Miguel Regueiro, M.D. Chair, Department of Gastroenterology and Hepatology Professor of Medicine, Lerner College of Medicine Cleveland Clinic Cleveland, OH

 Methotrexate in Induction and Maintenance of Steroid Free Remission in Ulcerative Colitis (Merit-UC)

There are fewer therapeutic options for patients with active ulcerative colitis (UC) compared to patients with active Crohn's disease (CD) and the investigators are facing a persistent unmet need for additional effective and affordable therapies for patients with UC. Methotrexate (MTX) 25 mg once weekly administered subcutaneously (sq) or intramuscularly (im) is an efficient therapy to induce and maintain steroid free remission in patients with CD. To evaluate the efficacy of a similar approach in patients with active ulcerative colitis the investigators conduct a double-blind, placebo controlled, randomized, multicenter, parallel group trial to investigate the safety and efficacy of 25 mg MTX applied subcutaneously once weekly in patients with active UC, who either failed 5-ASA therapy, or are steroid dependent or are intolerant or not responding to azathioprine/6-mercaptopurine therapy or have no response/ lost response to infliximab prior to the study inclusion. The study is designed as a drug withdrawal trial and includes two periods, the Induction Period (week 0-16) and the Maintenance Period (week 17-48). In the open label Induction Period every patient will receive a steroid taper, MTX 25 mg sq once weekly + daily folic acid 1 mg tablets for the induction of clinical response or remission. Patients responding to the open label MTX therapy and being off steroids between week 12-16 will be randomized at week 16 1:1 to Placebo sq once weekly + daily folic acid 1 mg tablets + 2.4 g mesalamine or to MTX 25 mg sq once weekly + daily folic acid 1 mg tablets+ 2.4 g mesalamine. The Specific Aims of the trial are: i) To evaluate the safety and tolerability of 25 mg MTX applied sq once weekly over a time period of 48 weeks; ii) To evaluate the relapse-free survival of MTX maintenance therapy compared to placebo over a time period of 32 weeks; iii) To evaluate the efficacy of MTX over a time period of 16 weeks to induce steroid free remission; iiii) To establish a DNA, plasma and serum library to enable the evaluation of clinical and pharmacogenomic models to predict the response to MTX therapy in patients with UC. With 25-30 participating centers actively enrolling, the investigators anticipate to complete enrollment for this study in a time period of 3 years. Completion of this trial will define the therapeutic value of MTX in UC, potentially changing the current therapeutic strategy in UC.

PRIMARY OUTCOME MEASURES:
• Relapse free survival [ Time Frame: 48 weeks ] [ Designated as safety issue: No ] Relapse-free survival, comprised of three components: total week 32 Mayo score not exceeding 2 points, with all individual subscores not exceeding 1 point and relapse free survival defined by a numerical stable Mayo score throughout 32 weeks of maintenance therapy without increase of 3 or more points in the partial Mayo clinic score (excluding sigmoidoscopy) compared to the partial Mayo score of the individual patient at randomization at week 16 (2) and no steroid use or other immunosuppressive medication throughout the 32 week maintenance period.

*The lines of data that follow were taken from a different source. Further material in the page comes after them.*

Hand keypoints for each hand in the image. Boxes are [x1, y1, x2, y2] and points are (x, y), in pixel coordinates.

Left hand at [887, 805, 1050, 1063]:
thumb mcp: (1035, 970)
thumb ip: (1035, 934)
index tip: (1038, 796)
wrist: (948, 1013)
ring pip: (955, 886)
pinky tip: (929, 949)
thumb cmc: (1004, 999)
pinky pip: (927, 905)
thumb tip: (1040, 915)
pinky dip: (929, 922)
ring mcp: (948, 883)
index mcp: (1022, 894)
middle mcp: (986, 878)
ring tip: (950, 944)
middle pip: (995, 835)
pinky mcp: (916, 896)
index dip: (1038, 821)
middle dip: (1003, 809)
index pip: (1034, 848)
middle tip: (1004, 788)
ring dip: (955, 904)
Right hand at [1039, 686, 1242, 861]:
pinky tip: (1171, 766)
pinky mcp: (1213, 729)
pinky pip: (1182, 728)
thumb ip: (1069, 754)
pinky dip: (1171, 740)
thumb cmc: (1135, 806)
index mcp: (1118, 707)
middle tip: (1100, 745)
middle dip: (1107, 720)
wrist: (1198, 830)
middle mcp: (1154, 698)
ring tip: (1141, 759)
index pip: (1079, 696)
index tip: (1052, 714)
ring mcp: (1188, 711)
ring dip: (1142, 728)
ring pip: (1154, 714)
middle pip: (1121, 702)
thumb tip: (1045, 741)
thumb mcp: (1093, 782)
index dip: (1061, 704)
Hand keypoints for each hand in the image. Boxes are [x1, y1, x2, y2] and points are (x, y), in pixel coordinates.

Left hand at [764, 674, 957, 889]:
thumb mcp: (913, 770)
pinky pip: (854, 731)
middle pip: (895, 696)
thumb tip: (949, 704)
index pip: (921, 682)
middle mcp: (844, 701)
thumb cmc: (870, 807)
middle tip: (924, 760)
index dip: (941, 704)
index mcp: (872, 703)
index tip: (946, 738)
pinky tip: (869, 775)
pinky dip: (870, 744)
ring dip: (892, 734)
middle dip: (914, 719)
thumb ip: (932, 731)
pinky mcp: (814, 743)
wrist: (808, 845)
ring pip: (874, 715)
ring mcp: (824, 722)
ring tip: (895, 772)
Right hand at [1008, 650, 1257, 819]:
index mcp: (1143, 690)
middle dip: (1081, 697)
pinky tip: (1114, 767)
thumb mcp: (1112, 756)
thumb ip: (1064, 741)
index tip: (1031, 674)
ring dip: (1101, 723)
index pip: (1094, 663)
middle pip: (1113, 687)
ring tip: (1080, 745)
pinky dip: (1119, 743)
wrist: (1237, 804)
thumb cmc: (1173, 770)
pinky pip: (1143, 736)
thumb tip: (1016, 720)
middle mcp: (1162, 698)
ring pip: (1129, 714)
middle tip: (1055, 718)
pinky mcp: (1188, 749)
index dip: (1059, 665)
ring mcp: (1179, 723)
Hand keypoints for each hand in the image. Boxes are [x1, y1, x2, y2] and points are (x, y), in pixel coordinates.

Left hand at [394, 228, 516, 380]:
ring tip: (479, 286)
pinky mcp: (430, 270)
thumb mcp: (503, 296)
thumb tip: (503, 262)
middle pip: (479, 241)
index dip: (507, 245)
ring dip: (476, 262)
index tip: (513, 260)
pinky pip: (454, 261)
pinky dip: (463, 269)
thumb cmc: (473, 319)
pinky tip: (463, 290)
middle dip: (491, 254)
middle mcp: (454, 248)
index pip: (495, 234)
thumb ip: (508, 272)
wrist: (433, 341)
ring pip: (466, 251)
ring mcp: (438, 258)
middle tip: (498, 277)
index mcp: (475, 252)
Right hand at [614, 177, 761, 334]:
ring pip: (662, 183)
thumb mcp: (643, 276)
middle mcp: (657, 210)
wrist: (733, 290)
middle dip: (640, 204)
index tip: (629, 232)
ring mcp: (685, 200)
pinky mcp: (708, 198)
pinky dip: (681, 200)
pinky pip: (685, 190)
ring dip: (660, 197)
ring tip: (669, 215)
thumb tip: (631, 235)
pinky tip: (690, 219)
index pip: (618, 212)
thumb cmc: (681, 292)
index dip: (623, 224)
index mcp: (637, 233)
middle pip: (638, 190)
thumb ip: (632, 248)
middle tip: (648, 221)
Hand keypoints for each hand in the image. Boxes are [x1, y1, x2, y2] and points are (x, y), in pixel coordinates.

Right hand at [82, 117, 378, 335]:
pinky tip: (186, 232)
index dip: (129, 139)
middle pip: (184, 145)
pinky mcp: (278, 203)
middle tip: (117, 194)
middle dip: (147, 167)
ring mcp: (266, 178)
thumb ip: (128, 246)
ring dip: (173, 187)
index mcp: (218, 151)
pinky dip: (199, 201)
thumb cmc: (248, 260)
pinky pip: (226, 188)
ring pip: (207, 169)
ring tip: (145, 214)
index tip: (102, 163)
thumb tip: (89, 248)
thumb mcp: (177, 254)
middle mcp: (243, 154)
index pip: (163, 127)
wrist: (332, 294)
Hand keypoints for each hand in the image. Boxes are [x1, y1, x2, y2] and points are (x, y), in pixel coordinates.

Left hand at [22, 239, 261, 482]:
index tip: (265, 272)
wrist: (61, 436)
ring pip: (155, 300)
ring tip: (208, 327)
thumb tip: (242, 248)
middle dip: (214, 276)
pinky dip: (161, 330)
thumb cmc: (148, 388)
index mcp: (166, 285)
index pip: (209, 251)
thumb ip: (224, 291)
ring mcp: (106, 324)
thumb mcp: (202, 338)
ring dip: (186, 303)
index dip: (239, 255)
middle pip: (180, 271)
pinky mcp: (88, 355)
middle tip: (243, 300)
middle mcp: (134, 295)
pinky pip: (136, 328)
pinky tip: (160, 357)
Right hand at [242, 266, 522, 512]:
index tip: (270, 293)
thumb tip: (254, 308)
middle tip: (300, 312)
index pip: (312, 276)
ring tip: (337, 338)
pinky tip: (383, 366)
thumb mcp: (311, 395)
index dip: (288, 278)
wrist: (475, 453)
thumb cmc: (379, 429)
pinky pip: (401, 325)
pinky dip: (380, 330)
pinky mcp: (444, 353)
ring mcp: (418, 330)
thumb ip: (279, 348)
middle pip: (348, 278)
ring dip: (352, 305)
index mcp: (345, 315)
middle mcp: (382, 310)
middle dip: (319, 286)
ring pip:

SECONDARY OUTCOME MEASURES:
• Mucosal healing defined as an absolute subscore for endoscopy of 0 or 1 at week 48. [ Time Frame: 48 weeks ] [ Designated as safety issue: No ]
• Relapse of disease [ Time Frame: 48 weeks ] [ Designated as safety issue: No ] Relapse of disease in the Maintenance period as defined as an increase of 3 or more points in the partial Mayo clinic score (excluding sigmoidoscopy) with an absolute clinical Mayo score = 4 or need for retreatment with steroids.

Estimated Enrollment: 220
Study Start Date: February 2012
Estimated Study Completion Date: June 2016
Estimated Primary Completion Date: June 2015 (Final data collection date for primary outcome measure)

Ages Eligible for Study: 18 Years to 70 Years
Genders Eligible for Study: Both
Accepts Healthy Volunteers: No

 Treating Disrupted Sleep in Individuals With Inflammatory Bowel Disease

The purpose of this study is to determine if either a targeted type of talk therapy (Phase I) or medication, Wellbutrin, (Phase II) improve sleep disturbance and/or fatigue in individuals with Inflammatory Bowel Disease (IBD).

Estimated Enrollment: 100
Study Start Date: July 2013
Estimated Primary Completion Date: June 2016 (Final data collection date for primary outcome measure)

 Evaluating a Shared Decision Making Program for Crohn's Disease

Specific Aim: Study the impact of the Crohn's Disease Shared Decision Making Program on patients' treatment choice, persistence with chosen therapy, decision quality, cost of care, and outcomes

Hypothesis: The Crohn's Disease Shared Decision Making Program will help patients understand which treatments are right for them and will lead to a higher acceptance of appropriate therapy, improved persistence with chosen therapy, lower costs and improved clinical outcomes.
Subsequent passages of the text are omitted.